E-Photo
Issue #177  12/11/2010
 
Diemar/Noble Opens "Big Bucks, Big Bangs" Exhibit in January in London

Opening Friday, January 14, 2011, Diemar/Noble photography in London will present works by Geoffrey Short and Nikolai Ishchuk in the exhibition "Big Bucks, Big Bangs".

Short, who collaborates with special effects technicians to document images of controlled explosions, explores ideas of risk, beauty, terror and the sublime in his series. Ishchuk's images also explore the aesthetics of a subject matter which is usually ignored in light of its cultural currency--and in this series, the subject matter is just that: currency. The two photographers, using vastly different subject matter, are using photography to abstract, dissect, and examine in similar, highly-detailed ways.

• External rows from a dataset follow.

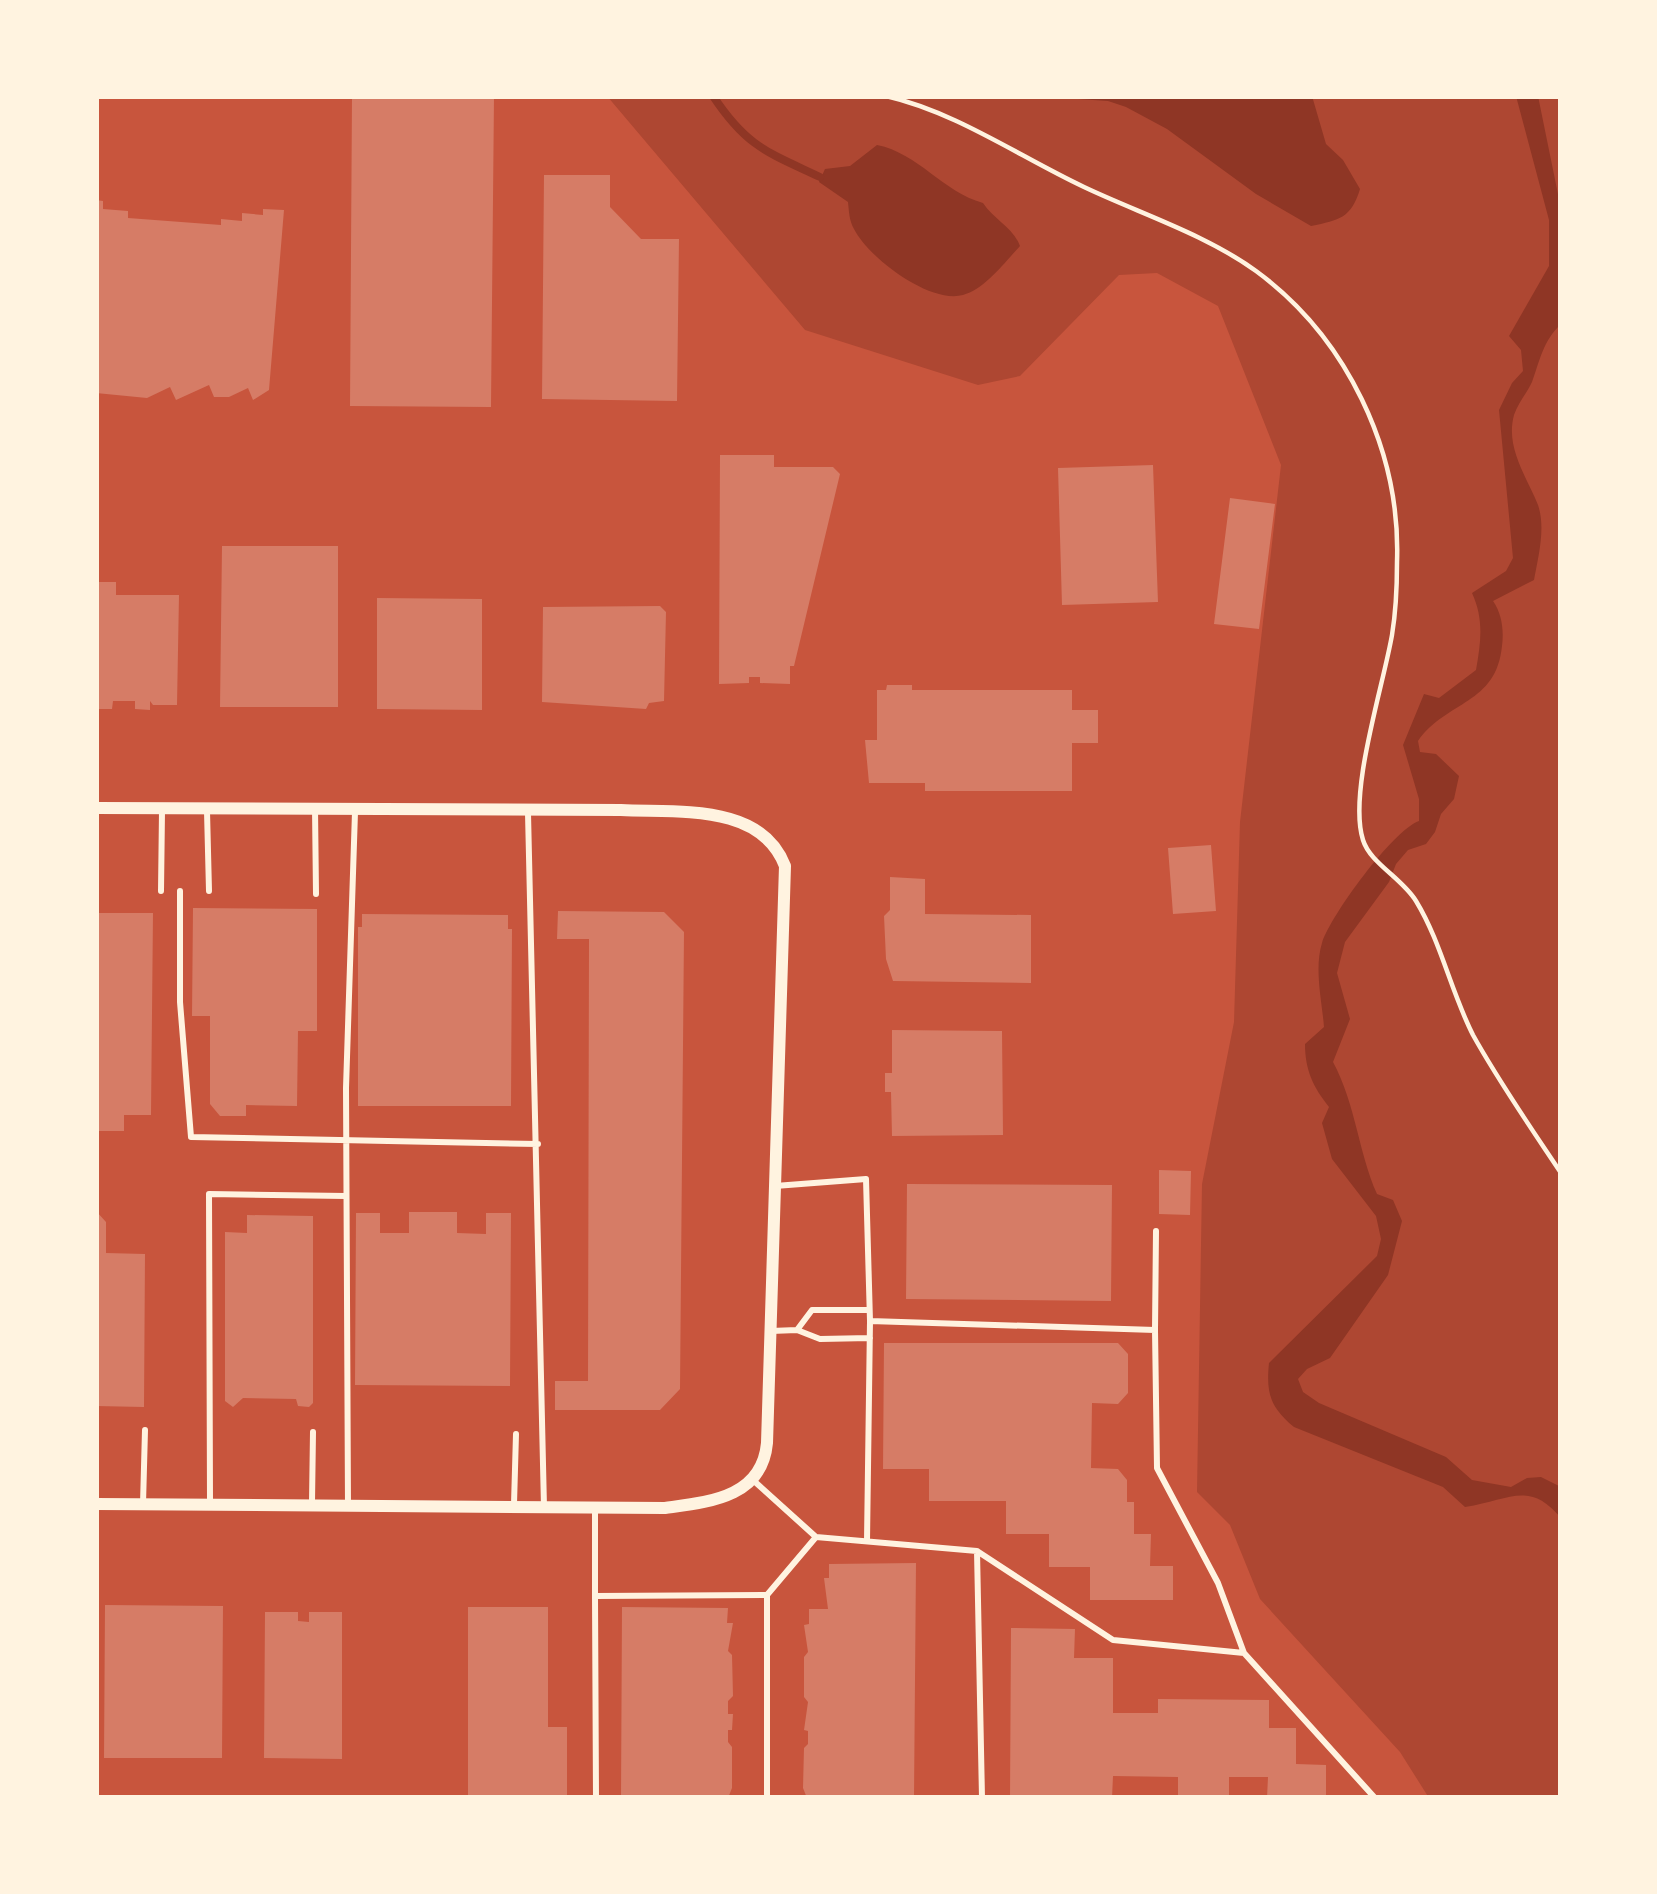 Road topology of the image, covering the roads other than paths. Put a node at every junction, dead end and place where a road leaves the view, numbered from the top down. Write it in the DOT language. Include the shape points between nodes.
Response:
graph roads {
  1 [pos="96,808"];
  2 [pos="162,808"];
  3 [pos="207,808"];
  4 [pos="315,808"];
  5 [pos="356,808"];
  6 [pos="527,809"];
  7 [pos="161,891"];
  8 [pos="180,891"];
  9 [pos="209,891"];
  10 [pos="316,894"];
  11 [pos="346,1140"];
  12 [pos="538,1144"];
  13 [pos="776,1186"];
  14 [pos="346,1196"];
  15 [pos="1156,1231"];
  16 [pos="870,1310"];
  17 [pos="870,1321"];
  18 [pos="797,1330"];
  19 [pos="1155,1330"];
  20 [pos="771,1331"];
  21 [pos="869,1338"];
  22 [pos="145,1430"];
  23 [pos="313,1432"];
  24 [pos="516,1434"];
  25 [pos="752,1478"];
  26 [pos="96,1504"];
  27 [pos="143,1504"];
  28 [pos="210,1505"];
  29 [pos="312,1506"];
  30 [pos="348,1506"];
  31 [pos="514,1508"];
  32 [pos="544,1508"];
  33 [pos="595,1508"];
  34 [pos="817,1537"];
  35 [pos="867,1541"];
  36 [pos="977,1550"];
  37 [pos="767,1595"];
  38 [pos="595,1596"];
  39 [pos="1244,1654"];
  40 [pos="596,1798"];
  41 [pos="767,1798"];
  42 [pos="982,1798"];
  43 [pos="1375,1798"];
  1 -- 2 [label="street"];
  2 -- 3 [label="street"];
  2 -- 7 [label="lane"];
  3 -- 4 [label="street"];
  3 -- 9 [label="lane"];
  4 -- 5 [label="street"];
  4 -- 10 [label="lane"];
  5 -- 6 [label="street"];
  5 -- 11 [label="lane"];
  6 -- 12 [label="lane"];
  6 -- 13 [label="street" via="746,821 777,845 785,876"];
  8 -- 11 [label="lane" via="191,1137"];
  11 -- 12 [label="lane"];
  11 -- 14 [label="lane"];
  12 -- 32 [label="lane"];
  13 -- 16 [label="lane" via="866,1179"];
  13 -- 20 [label="street"];
  14 -- 28 [label="lane" via="209,1194"];
  14 -- 30 [label="lane"];
  15 -- 19 [label="lane"];
  16 -- 17 [label="lane"];
  16 -- 18 [label="lane" via="812,1310"];
  17 -- 19 [label="lane"];
  17 -- 21 [label="lane"];
  18 -- 20 [label="lane"];
  18 -- 21 [label="lane" via="820,1340"];
  19 -- 39 [label="lane" via="1156,1468 1218,1583"];
  20 -- 25 [label="street" via="766,1457"];
  21 -- 35 [label="lane"];
  22 -- 27 [label="lane"];
  23 -- 29 [label="lane"];
  24 -- 31 [label="lane"];
  25 -- 33 [label="street" via="740,1493 699,1505"];
  25 -- 34 [label="lane"];
  26 -- 27 [label="street"];
  27 -- 28 [label="street"];
  28 -- 29 [label="street"];
  29 -- 30 [label="street"];
  30 -- 31 [label="street"];
  31 -- 32 [label="street"];
  32 -- 33 [label="street"];
  33 -- 38 [label="lane"];
  34 -- 35 [label="lane"];
  34 -- 37 [label="lane"];
  35 -- 36 [label="lane"];
  36 -- 39 [label="lane" via="1113,1640"];
  36 -- 42 [label="lane"];
  37 -- 38 [label="lane"];
  37 -- 41 [label="lane"];
  38 -- 40 [label="lane"];
  39 -- 43 [label="lane"];
} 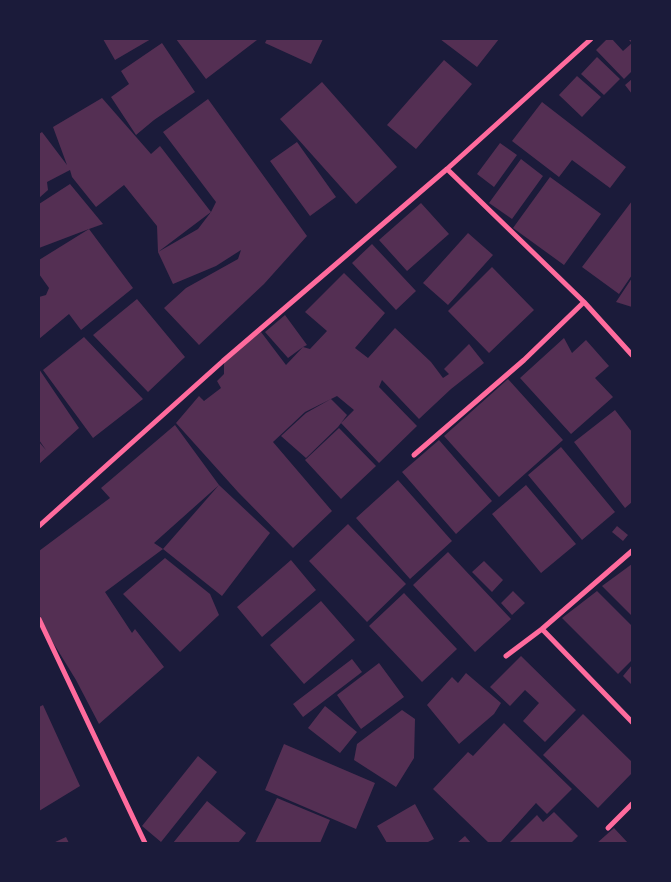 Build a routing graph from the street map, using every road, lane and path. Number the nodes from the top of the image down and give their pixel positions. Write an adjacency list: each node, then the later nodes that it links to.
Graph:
1 (591, 39): 2 (street)
2 (447, 169): 3 (street); 6 (street)
3 (584, 302): 4 (street); 5 (street)
4 (632, 355)
5 (414, 456)
6 (39, 526)
7 (632, 551): 9 (street)
8 (39, 619): 14 (street)
9 (542, 629): 10 (street); 11 (street)
10 (506, 656)
11 (632, 722)
12 (632, 804): 13 (street)
13 (608, 828)
14 (145, 843)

Drawing on the philosophical contemplation of the inherent mystery and ultimate inevitability of death, Short's work, epic in production, brings together the aesthetics of terror and excitement, illusion and allusion. Using film industry special effect technicians, "big bangs" were created on the black sands of New Zealand's West Coast. The fuel explosion is part of the cinematic vocabulary of special effects and as such is a simulation of an unnatural terror. The explosion of fossil fuel (with all its geo-political associations) mixed with gunpowder (with its own history of war, plots and dangerous entertainment) makes for an unpredictable, dramatic and multi-layered imaging material.

Short's work is an interrogation of that material and an investigation into the differences between the live experience of an explosion and the two dimensional representation of it as an aesthetic object. He brings together the illusion, reinforced by the fine detail and the large scale of the photographs (up to 2.4 meters wide). The images allude to every explosion from the original big bang of creation to the anxiously anticipated big bang of a terrorist bomb or nuclear disaster.

The exhibition continues with 'Big Bucks,' a series by Nikolai Ishchuk. The over-sized photographic Lambda prints give money the abstract treatment by turning banknotes into large detailed and colorful canvases. Thus, they become totems, objects of worship and celebration, both exploiting and subverting the cult status of money.

Ishchuk points to money as a major abstract permeating our lives. Yet its abstract nature is deferred by established practical routines of using and thinking about it. Banknotes, as tangible representations of arbitrary value, are an exemplary embodiment of the resulting "cognitive gap." The images are recognizable as quasi-currency, yet due to color shifts, and size, they do not conform to the value reference system within which they would ordinarily be interpreted.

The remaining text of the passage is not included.